Shares of Best Buy Co. Inc. fell Tuesday after competitor RadioShack Corp.'s fourth-quarter preview served as a bad omen for the wireless business.
THE SPARK: RadioShack said late Monday that its fourth-quarter profit would come in lower than expected because of holiday discounting and tight consumer spending. However, it was clear that continued weak demand and tight profit margins in its wireless business were also to blame.
THE BIG PICTURE: Electronics retailers like RadioShack and Best Buy have made wireless phones and services a bigger chunk of the business in recent years to make up for sagging sales of other electronics. That has started to backfire as demand has softened for certain cell phones and services at their stores.
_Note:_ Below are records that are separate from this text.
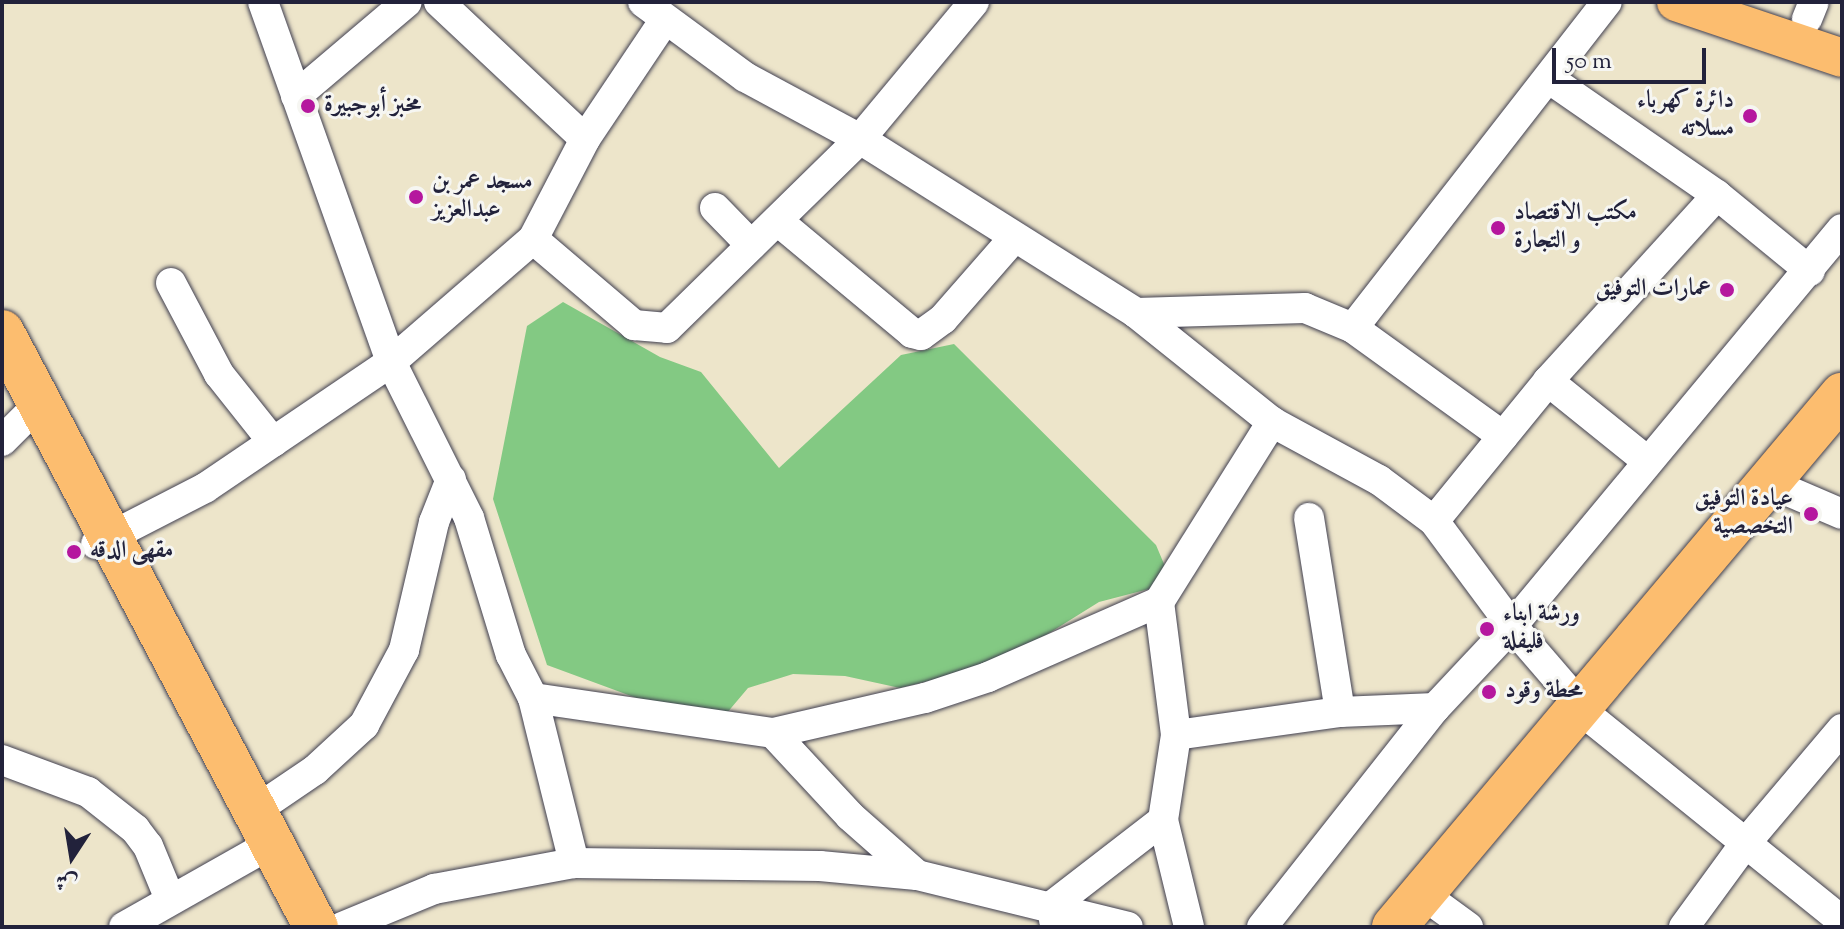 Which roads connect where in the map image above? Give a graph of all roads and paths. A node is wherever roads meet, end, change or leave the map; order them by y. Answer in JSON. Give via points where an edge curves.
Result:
{"nodes":[{"id":1,"x":263,"y":2,"type":"edge"},
{"id":2,"x":407,"y":2,"type":"edge"},
{"id":3,"x":439,"y":2,"type":"edge"},
{"id":4,"x":974,"y":2,"type":"edge"},
{"id":5,"x":1607,"y":2,"type":"edge"},
{"id":6,"x":1676,"y":2,"type":"edge"},
{"id":7,"x":1757,"y":2,"type":"edge"},
{"id":8,"x":653,"y":12,"type":"edge"},
{"id":9,"x":1579,"y":16,"type":"edge"},
{"id":10,"x":1821,"y":18,"type":"edge"},
{"id":11,"x":1842,"y":58,"type":"edge"},
{"id":12,"x":1551,"y":80,"type":"junction"},
{"id":13,"x":296,"y":96,"type":"junction"},
{"id":14,"x":585,"y":139,"type":"junction"},
{"id":15,"x":860,"y":139,"type":"junction"},
{"id":16,"x":1717,"y":195,"type":"junction"},
{"id":17,"x":715,"y":208,"type":"dead end"},
{"id":18,"x":779,"y":222,"type":"junction"},
{"id":19,"x":1842,"y":229,"type":"edge"},
{"id":20,"x":533,"y":239,"type":"junction"},
{"id":21,"x":1013,"y":239,"type":"junction"},
{"id":22,"x":751,"y":245,"type":"junction"},
{"id":23,"x":1810,"y":271,"type":"junction"},
{"id":24,"x":171,"y":283,"type":"dead end"},
{"id":25,"x":1136,"y":313,"type":"junction"},
{"id":26,"x":1353,"y":328,"type":"junction"},
{"id":27,"x":2,"y":332,"type":"edge"},
{"id":28,"x":391,"y":362,"type":"junction"},
{"id":29,"x":1548,"y":381,"type":"junction"},
{"id":30,"x":1842,"y":395,"type":"edge"},
{"id":31,"x":16,"y":412,"type":"edge"},
{"id":32,"x":1272,"y":422,"type":"junction"},
{"id":33,"x":1842,"y":427,"type":"edge"},
{"id":34,"x":1503,"y":436,"type":"junction"},
{"id":35,"x":273,"y":442,"type":"junction"},
{"id":36,"x":1646,"y":460,"type":"junction"},
{"id":37,"x":451,"y":479,"type":"junction"},
{"id":38,"x":1786,"y":490,"type":"junction"},
{"id":39,"x":1842,"y":514,"type":"edge"},
{"id":40,"x":1309,"y":518,"type":"dead end"},
{"id":41,"x":1434,"y":521,"type":"junction"},
{"id":42,"x":100,"y":541,"type":"junction"},
{"id":43,"x":1159,"y":602,"type":"junction"},
{"id":44,"x":1512,"y":626,"type":"junction"},
{"id":45,"x":533,"y":698,"type":"junction"},
{"id":46,"x":1435,"y":708,"type":"junction"},
{"id":47,"x":1340,"y":712,"type":"junction"},
{"id":48,"x":1587,"y":714,"type":"junction"},
{"id":49,"x":1842,"y":729,"type":"edge"},
{"id":50,"x":773,"y":733,"type":"junction"},
{"id":51,"x":1176,"y":735,"type":"junction"},
{"id":52,"x":2,"y":760,"type":"edge"},
{"id":53,"x":1830,"y":762,"type":"edge"},
{"id":54,"x":1163,"y":820,"type":"junction"},
{"id":55,"x":254,"y":832,"type":"junction"},
{"id":56,"x":1744,"y":845,"type":"junction"},
{"id":57,"x":574,"y":863,"type":"junction"},
{"id":58,"x":917,"y":875,"type":"junction"},
{"id":59,"x":170,"y":899,"type":"junction"},
{"id":60,"x":1054,"y":916,"type":"edge"},
{"id":61,"x":1442,"y":920,"type":"edge"},
{"id":62,"x":1842,"y":921,"type":"edge"},
{"id":63,"x":124,"y":927,"type":"edge"},
{"id":64,"x":296,"y":927,"type":"edge"},
{"id":65,"x":316,"y":927,"type":"edge"},
{"id":66,"x":342,"y":927,"type":"edge"},
{"id":67,"x":1128,"y":927,"type":"edge"},
{"id":68,"x":1189,"y":927,"type":"edge"},
{"id":69,"x":1262,"y":927,"type":"edge"},
{"id":70,"x":1394,"y":927,"type":"edge"},
{"id":71,"x":1684,"y":927,"type":"edge"}],
"edges":[{"from":1,"to":13,"type":"street"},
{"from":2,"to":13,"type":"street"},
{"from":3,"to":14,"type":"street"},
{"from":4,"to":15,"type":"street"},
{"from":5,"to":9,"type":"street"},
{"from":6,"to":11,"type":"main road"},
{"from":7,"to":10,"type":"main road"},
{"from":8,"to":14,"type":"street"},
{"from":8,"to":15,"type":"street","via":[[745,77]]},
{"from":9,"to":12,"type":"street"},
{"from":12,"to":16,"type":"street"},
{"from":12,"to":26,"type":"street"},
{"from":13,"to":28,"type":"street"},
{"from":14,"to":20,"type":"street"},
{"from":15,"to":18,"type":"street"},
{"from":15,"to":21,"type":"street"},
{"from":16,"to":23,"type":"street"},
{"from":16,"to":29,"type":"street"},
{"from":17,"to":22,"type":"street"},
{"from":18,"to":21,"type":"street","via":[[912,333],[921,335],[943,319]]},
{"from":18,"to":22,"type":"street"},
{"from":19,"to":23,"type":"street"},
{"from":20,"to":22,"type":"street","via":[[634,325],[655,330],[675,323]]},
{"from":20,"to":28,"type":"street"},
{"from":21,"to":25,"type":"street"},
{"from":23,"to":36,"type":"street"},
{"from":24,"to":35,"type":"street","via":[[219,374]]},
{"from":25,"to":26,"type":"street","via":[[1288,305]]},
{"from":25,"to":32,"type":"street"},
{"from":26,"to":34,"type":"street"},
{"from":27,"to":31,"type":"highway"},
{"from":28,"to":35,"type":"street"},
{"from":28,"to":37,"type":"street"},
{"from":29,"to":34,"type":"street"},
{"from":29,"to":36,"type":"street"},
{"from":30,"to":48,"type":"highway"},
{"from":31,"to":42,"type":"highway"},
{"from":32,"to":41,"type":"street","via":[[1379,480]]},
{"from":32,"to":43,"type":"street"},
{"from":33,"to":38,"type":"highway"},
{"from":34,"to":41,"type":"street"},
{"from":35,"to":42,"type":"street","via":[[205,488]]},
{"from":36,"to":44,"type":"street"},
{"from":37,"to":45,"type":"street","via":[[469,518],[511,655]]},
{"from":37,"to":55,"type":"street","via":[[434,522],[404,650],[364,725]]},
{"from":38,"to":39,"type":"street"},
{"from":38,"to":48,"type":"highway"},
{"from":40,"to":47,"type":"street"},
{"from":41,"to":44,"type":"street"},
{"from":42,"to":55,"type":"highway"},
{"from":43,"to":50,"type":"street","via":[[988,677],[925,698]]},
{"from":43,"to":51,"type":"street"},
{"from":44,"to":46,"type":"street"},
{"from":44,"to":48,"type":"street"},
{"from":45,"to":50,"type":"street"},
{"from":45,"to":57,"type":"street"},
{"from":46,"to":47,"type":"street"},
{"from":46,"to":69,"type":"street"},
{"from":47,"to":51,"type":"street"},
{"from":48,"to":56,"type":"street"},
{"from":48,"to":61,"type":"highway"},
{"from":48,"to":70,"type":"highway"},
{"from":49,"to":53,"type":"street"},
{"from":50,"to":58,"type":"street","via":[[850,816]]},
{"from":51,"to":54,"type":"street"},
{"from":52,"to":59,"type":"street","via":[[88,792],[135,829],[148,846]]},
{"from":53,"to":56,"type":"street"},
{"from":54,"to":60,"type":"street"},
{"from":54,"to":68,"type":"street"},
{"from":55,"to":59,"type":"street"},
{"from":55,"to":64,"type":"highway"},
{"from":55,"to":65,"type":"highway"},
{"from":56,"to":62,"type":"street"},
{"from":56,"to":71,"type":"street"},
{"from":57,"to":58,"type":"street","via":[[820,866]]},
{"from":57,"to":66,"type":"street","via":[[434,889]]},
{"from":58,"to":60,"type":"street"},
{"from":59,"to":63,"type":"street"},
{"from":60,"to":67,"type":"street"}]}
Consumers are looking directly to cell phone providers for their needs and bypassing retailers. Additionally, the margins for retailers are shrinking on their wireless business.
If RadioShack, which has made mobile the crux of its business, is not performing well, then Best Buy is likely to suffer as well. Best Buy has put a much heavier emphasis on its wireless business, already committing to open a number of new Best Buy mobile stores in the coming years.
THE ANALYSIS: Morningstar analyst R.J. Hottovy said companies like Apple and Samsung are the ones that are benefiting in the wireless market. And RadioShack's report revealed longer-term concerns.
"Clearly this is a category that they (retailers) are looking to for growth," he said. "But we've always been concerned that the manufacturers and the carriers themselves are the ones really extracting the profit."
SHARE ACTION: Best Buy's shares fell $1.34, more than 5 percent, to $24.04 in midday trading. Shares have traded between $21.79 and $35.45 in the past 52 weeks.